### Activity
Your answer should be the line that contains "3l9 9-9 9-9-9zM9" and each line after it, restated word for word through the final line of the entries.

### Data for the task
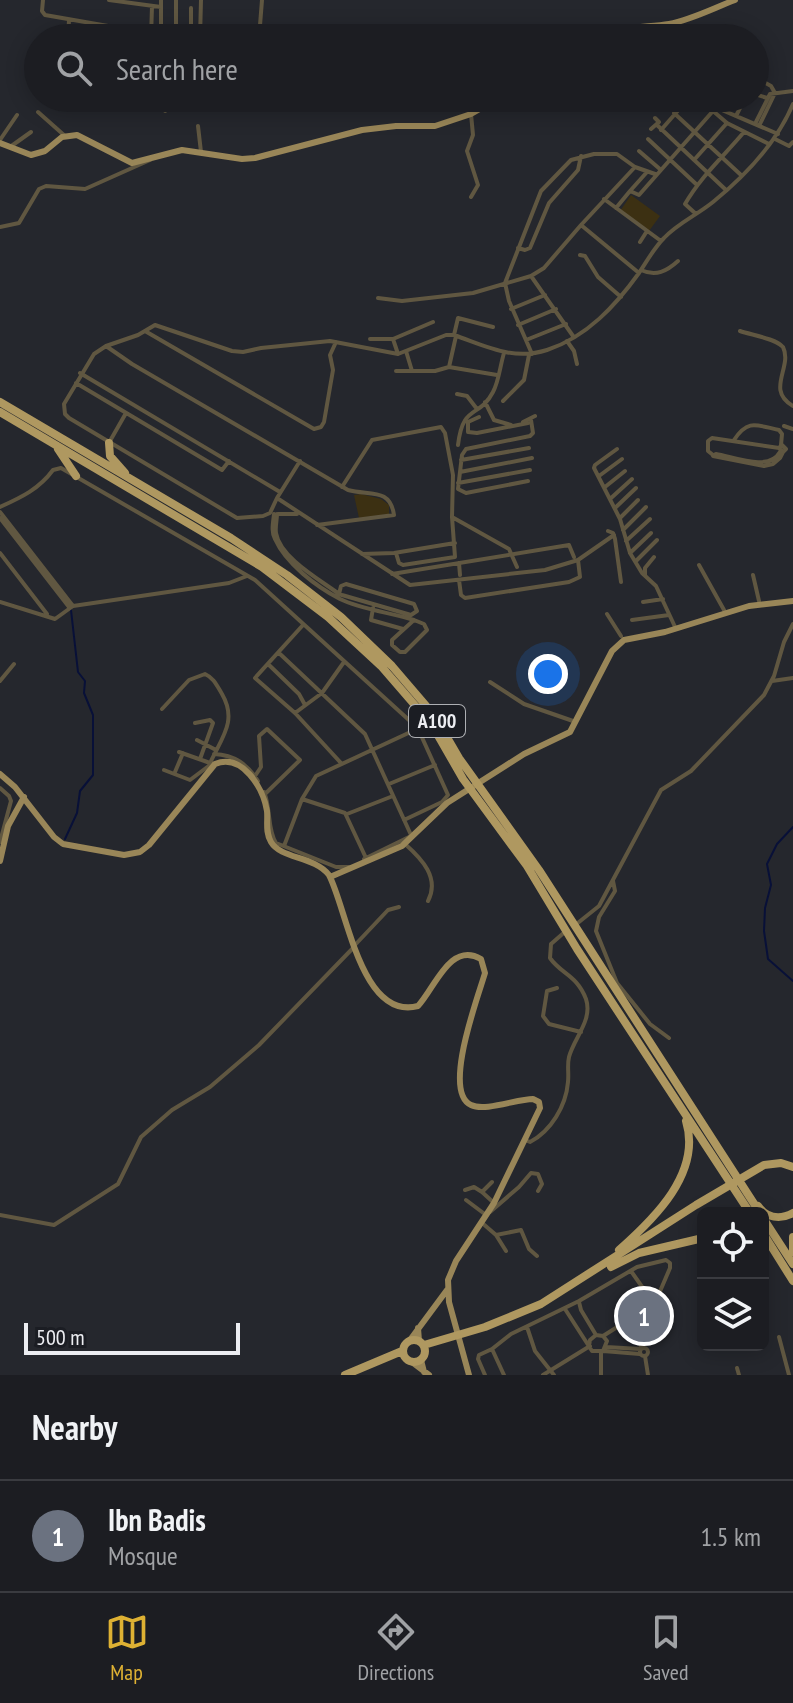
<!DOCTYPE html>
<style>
body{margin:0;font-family:"PT Sans Narrow",sans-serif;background:#25262a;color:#f1f3f6}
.controls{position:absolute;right:24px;bottom:24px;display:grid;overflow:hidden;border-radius:12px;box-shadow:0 4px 20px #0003}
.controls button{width:72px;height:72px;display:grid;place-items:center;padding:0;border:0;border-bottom:2px solid #3a3b40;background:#1c1d22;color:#f1f3f6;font:40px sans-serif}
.scale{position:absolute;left:24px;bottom:20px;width:216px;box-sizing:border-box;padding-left:8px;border:4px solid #ecedf1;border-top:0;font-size:22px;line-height:28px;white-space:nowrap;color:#ecedf1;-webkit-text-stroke:6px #1b1d23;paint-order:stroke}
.you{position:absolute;left:548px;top:674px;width:28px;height:28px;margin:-20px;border:6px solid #fff;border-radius:50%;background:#1a73e8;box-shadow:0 0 0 12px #1a73e833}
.badge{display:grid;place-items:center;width:52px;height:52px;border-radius:50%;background:#deb133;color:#fff;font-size:26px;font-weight:700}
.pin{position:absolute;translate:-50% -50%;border:4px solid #fff;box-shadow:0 2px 8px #0006}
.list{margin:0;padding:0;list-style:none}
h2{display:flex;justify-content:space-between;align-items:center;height:104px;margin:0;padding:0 32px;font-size:34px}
h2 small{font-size:26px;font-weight:400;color:#a0a2a5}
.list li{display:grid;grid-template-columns:52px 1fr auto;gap:24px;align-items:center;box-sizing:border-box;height:112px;padding:0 32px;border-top:2px solid #3a3b40}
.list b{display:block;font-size:30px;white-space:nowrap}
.list p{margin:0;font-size:26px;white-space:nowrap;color:#a0a2a5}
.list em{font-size:26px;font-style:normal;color:#a0a2a5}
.icon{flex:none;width:44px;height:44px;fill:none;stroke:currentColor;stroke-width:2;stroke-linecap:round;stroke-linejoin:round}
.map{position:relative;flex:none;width:793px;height:1375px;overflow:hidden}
.search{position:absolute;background:#1c1d22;box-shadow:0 4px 20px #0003;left:24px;right:24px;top:24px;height:88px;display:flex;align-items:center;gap:20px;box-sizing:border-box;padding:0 28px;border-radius:44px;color:#a0a2a5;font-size:30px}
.sheet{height:216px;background:#1c1d22}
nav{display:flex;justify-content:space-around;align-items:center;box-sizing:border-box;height:112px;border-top:2px solid #3a3b40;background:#1c1d22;font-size:22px;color:#a0a2a5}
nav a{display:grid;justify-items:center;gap:4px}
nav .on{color:#deb133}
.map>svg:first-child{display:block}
.green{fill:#3c3012}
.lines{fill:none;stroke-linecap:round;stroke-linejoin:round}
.stream{stroke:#081038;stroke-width:2}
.minor{stroke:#605741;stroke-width:4}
.major{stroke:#998658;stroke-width:6}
.highway{stroke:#af9860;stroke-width:8}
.labels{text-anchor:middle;stroke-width:8;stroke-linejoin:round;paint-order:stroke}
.shield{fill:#1b1d23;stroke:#adafb3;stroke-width:2}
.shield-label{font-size:20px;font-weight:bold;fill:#ecedf1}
</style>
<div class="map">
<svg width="793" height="1375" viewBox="0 0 793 1375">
<rect width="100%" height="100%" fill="#25272d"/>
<!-- green -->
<path class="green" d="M631,195l29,21 -11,15 -29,-20z
M361,494l20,5 8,6v9l-30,4 -5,-23z"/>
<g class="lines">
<!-- stream -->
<path class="stream" d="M793,827l-16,17 -10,20 4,21 -6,23 -1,23 4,28 25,22
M65,839l12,-26 3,-22 13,-16v-60l-9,-22 1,-12 -7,-9 -7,-62"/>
<!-- minor -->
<path class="minor" d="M43,0l-1,11 3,4 63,11 30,12
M109,0l52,7
M672,24l6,14
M176,35h15v-27
M68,38l1,-18
M151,38l1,-32
M161,38v-38
M176,38v-38
M200,38l1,-38
M259,38l3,-38
M434,38l54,-4 121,-2
M755,94l12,4
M694,98l84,36
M165,111l1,-13
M713,111l14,12 42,21
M38,112l27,24
M674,113l67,62
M736,116l9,-18
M755,124l15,-30 23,-3
M657,125l69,65
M198,126l3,26
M759,126l16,-33 -4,-7 -11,-6
M651,129l8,-7 -4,-4
M661,130l28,-32
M648,139l48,45
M775,139l14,7 4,-4
M0,140l17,-25
M10,147l21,-15
M639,151l22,19
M694,160l33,-37
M630,191l17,-19
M471,197l7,-12 -11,-34 6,-16 -2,-21
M604,199l57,42
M616,208l14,-17 9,4 74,-84 6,-13
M696,214l-11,-10c16,-28 39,-48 59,-72
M581,225l54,-58
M0,227l19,-4 20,-34 7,-3 39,3 65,-29
M640,242l7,-11
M518,248l7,2 5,-2 19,-45 29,-33 3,-14
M580,255l5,1 13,21 23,20
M641,270c15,7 26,1 37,-9
M531,276l42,60
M378,298l24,3 71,-8 58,-17 13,-8 37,-43 58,48
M511,309l34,-14
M518,325l38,-16
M145,331l169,98 7,-2 3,-5 9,-52 -3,-15 6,-13
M740,331c11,4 35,7 43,16 10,20 -18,43 10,59
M454,335l4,-17 35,9
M370,339h23l40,-17
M393,339l5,15
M526,340l40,-16
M567,341l7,10 3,13
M106,346l26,18 216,126c21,6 42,-3 46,25l-77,10
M406,351l6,20
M532,354l-23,-53 -4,-18 36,-92 30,-31 23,-6h23l18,13 20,7
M449,367l7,-31
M396,371h39l14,-4 48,8
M80,373l200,119
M76,383l146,87 7,-9
M457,394l10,2 10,13
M503,401l21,-21 5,-25
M485,402l9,18 17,5
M479,417l-11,5v10l9,1 51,-10
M523,422l12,-6
M784,426l9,3
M530,436l3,-3 -2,-13
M734,440c14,-21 22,-15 45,-10l3,4 -1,11
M110,441l16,-28
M458,445c5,-42 21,-26 35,-53 6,-11 7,-26 11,-39
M617,449l-22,16 -1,3 26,51 10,34 12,20 14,13 20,43
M780,452c-11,20 -46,5 -64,2l-3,2 51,10 9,-2 7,-6 3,-6 -4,-4 3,-3 4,4 -3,3
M713,455l-5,-4v-10l4,-3 67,10
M461,460l68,-12
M300,461l-23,37 -7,15 -7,3 -26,2 -168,-100 -4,-4 -1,-10 30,-50 12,-8 32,-11 17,-10 77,26 11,1 18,-4 69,-7 68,13 48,-19h8c32,11 59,26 93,15 40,-13 69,-45 92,-77 8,-12 15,-25 25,-35 14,-15 33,-23 49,-36 32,-26 64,-60 80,-98
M460,472l72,-14
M599,476l23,-17
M528,481l-62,12 -8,-4 4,-34 4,-6 64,-13
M458,483l72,-13
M342,487l30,-47 69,-13 4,6 8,42 -1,42 57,32 8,18
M605,487l20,-16
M277,498l133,87 135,-15 33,-10 36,-25
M610,499l22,-20
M0,507c22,-10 39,-18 53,-37l8,-2 194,112 155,141 10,12 28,62 -6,7 -38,18
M615,508l21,-20
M0,512l73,94
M274,514c-1,9 -3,18 1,25 11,25 42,48 65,60 20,10 52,14 74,21l-22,20v5l8,7h5l22,-22 -3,-6 -10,-4
M277,514c0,6 -2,13 -1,19 4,25 46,48 63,61
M278,514h19
M0,518l69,89
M620,518l18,-18
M623,530l23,-23
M608,531l5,2 2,6 6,43
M626,541l24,-22
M0,553l47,61
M396,553l3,10 4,2 52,-8 -3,-40
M630,553l21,-20
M362,554l32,-1 61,-10
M636,561l21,-21
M459,563l1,12
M699,565l25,45
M392,574l177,-29 5,12
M645,575v-7l9,-11
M753,575l6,26
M459,580l2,15 4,3 104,-16 11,-5 -2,-17
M346,584l68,20 3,7 -6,4 -69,-20 -3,-1 2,-8z
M0,602l55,17 18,-13 156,-23 18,-7
M643,602l20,-3
M373,608l-2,12 32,9
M607,614l14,22
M632,620l37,-5
M303,625l-48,53 40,35 46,50
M279,653l86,81 46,101
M268,664l31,30 6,11
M0,681l14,-17
M772,681l21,-3
M490,682l34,22 49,17
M162,709l27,-29 16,-6c9,4 12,12 17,20 15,26 1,42 -11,67v7
M295,713l27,-20 22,-31
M195,723l15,-3 3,3 -13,36
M197,740l19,10
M179,752l31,11
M214,754c21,1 33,10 44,27
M164,770l26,10 20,-15
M175,772l8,-19
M255,776l6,-9 -2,-31 8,-7 33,31 -35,34
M389,784l46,-19
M0,788l9,8 2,5 -11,41
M264,792c7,16 3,37 12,51l60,24h13
M302,799l43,14 21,45
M347,814l46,-18
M405,844c17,15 35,34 23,57
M284,846l18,-47 14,-23 101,-47
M364,859l49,-24
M613,881l2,10 -16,26 -3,14 21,52 33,41 19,14
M574,926l25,-20 62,-116 30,-19 73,-76 10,-19 10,-34 9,-18
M354,946l34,-36 11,-3
M557,988l-10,3 -4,25 6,8 32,8
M525,1140l5,2c21,-11 36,-36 38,-60 1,-9 -1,-17 1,-25 5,-19 24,-37 17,-58 -9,-24 -25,-25 -36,-41l1,-14 16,-14
M492,1182l-10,10 12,11
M465,1190l9,-3 8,5
M466,1200l20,15
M490,1212l29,-25 12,-14 7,1 4,10 -4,7
M0,1215l54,10 64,-41 23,-47 31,-27 38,-23 49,-42 95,-98
M481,1222l15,13 25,-5 8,19 8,7
M496,1235l10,16
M631,1271l21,30
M579,1302l2,8 15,25
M651,1302l5,2 -2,5 -5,-2z
M565,1309l27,42h11l4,-10 -4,-5 -7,-1 -6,5 -1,6
M527,1327l8,24 19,24
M603,1336l46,-29
M779,1337l10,38
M606,1347l35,2 -1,-24 -4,-9
M640 1352a4 4 0 1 1 8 0a4 4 0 1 1-8 0Z
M492,1349l12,26
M603,1351l37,3
M645,1356l3,19
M737,1368l2,7
M485,1375l-7,-16 1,-4 13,-6 19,-15 68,-33 58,-34 29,-7 4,3v5l-15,35
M543,1375l47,-29
M601,1375v-22"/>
<!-- major -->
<path class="major" d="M601,38c22,-13 44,-10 68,-14 22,-4 45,-16 66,-24
M0,143l31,12 14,-4 17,-14 15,-2 55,28 50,-13 60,9 13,-1 107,-28 34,-4h39l36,-12 28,-16
M0,774l15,13 39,50 9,7 61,11 16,-3 9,-7 66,-81c27,-11 48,23 52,47 1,10 -2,21 4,31 10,17 43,14 58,33 18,34 32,146 89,131 17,-18 32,-65 63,-47l4,14c-7,24 -43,119 -14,132 14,7 46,-6 62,-6l6,3 1,6 -46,95 -38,58 -8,19 1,22 20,73
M0,861l8,-35 16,-29
M330,877l72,-31 45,-43 77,-49 46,-22 42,-81 12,-11 41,-8 84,-26 44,-5
M418,1328l1,13
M410,1340l37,-50
M421,1360l3,12
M412,1362l17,13"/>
<!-- highway -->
<path class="highway" d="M0,402l231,136 56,37 54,42 51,49 42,49 25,43 80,112 221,343
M0,412l262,155 66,50 53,49 51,59 31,54 64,87 50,83 173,264
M109,443l1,13 15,17
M58,449l18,27
M758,1206c9,12 22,14 35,7
M763,1218l30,46
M763,1233l30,48
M793,1237v15
M619,1250c35,-31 83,-77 67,-129
M611,1267l28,-14 64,-15
M403 1351a11 11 0 1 1 22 0a11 11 0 1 1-22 0Z
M424,1345l61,-18 56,-23 155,-99 68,-40 17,-2 12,4
M345,1375l57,-24"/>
</g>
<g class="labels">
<!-- shield labels -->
<rect class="shield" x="409" y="705" width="56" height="32" rx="6"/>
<g class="shield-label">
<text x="437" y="728">A100</text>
</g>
</g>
</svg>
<div class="controls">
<button><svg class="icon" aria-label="locate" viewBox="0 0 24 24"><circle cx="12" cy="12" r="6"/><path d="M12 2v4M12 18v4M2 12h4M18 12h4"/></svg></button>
<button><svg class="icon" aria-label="layers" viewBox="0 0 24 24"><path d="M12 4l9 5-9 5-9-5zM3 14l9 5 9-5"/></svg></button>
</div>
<div class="scale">500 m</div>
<div class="you"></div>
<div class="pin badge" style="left:644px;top:1316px;background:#6b7280">1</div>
<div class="search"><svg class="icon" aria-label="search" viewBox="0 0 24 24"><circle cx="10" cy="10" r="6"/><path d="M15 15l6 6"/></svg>Search here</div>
</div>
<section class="sheet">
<h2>Nearby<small></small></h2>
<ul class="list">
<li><span class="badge" style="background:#6b7280">1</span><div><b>Ibn Badis</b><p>Mosque</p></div><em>1.5 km</em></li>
</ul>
</section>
<nav>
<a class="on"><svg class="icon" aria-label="map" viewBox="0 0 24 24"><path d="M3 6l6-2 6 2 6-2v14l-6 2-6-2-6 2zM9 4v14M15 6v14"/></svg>Map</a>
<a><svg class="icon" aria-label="directions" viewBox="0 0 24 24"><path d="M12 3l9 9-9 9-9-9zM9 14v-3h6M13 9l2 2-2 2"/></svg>Directions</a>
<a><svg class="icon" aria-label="saved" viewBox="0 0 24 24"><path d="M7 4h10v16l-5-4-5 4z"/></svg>Saved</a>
</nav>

### Written response
<a><svg class="icon" aria-label="directions" viewBox="0 0 24 24"><path d="M12 3l9 9-9 9-9-9zM9 14v-3h6M13 9l2 2-2 2"/></svg>Directions</a>
<a><svg class="icon" aria-label="saved" viewBox="0 0 24 24"><path d="M7 4h10v16l-5-4-5 4z"/></svg>Saved</a>
</nav>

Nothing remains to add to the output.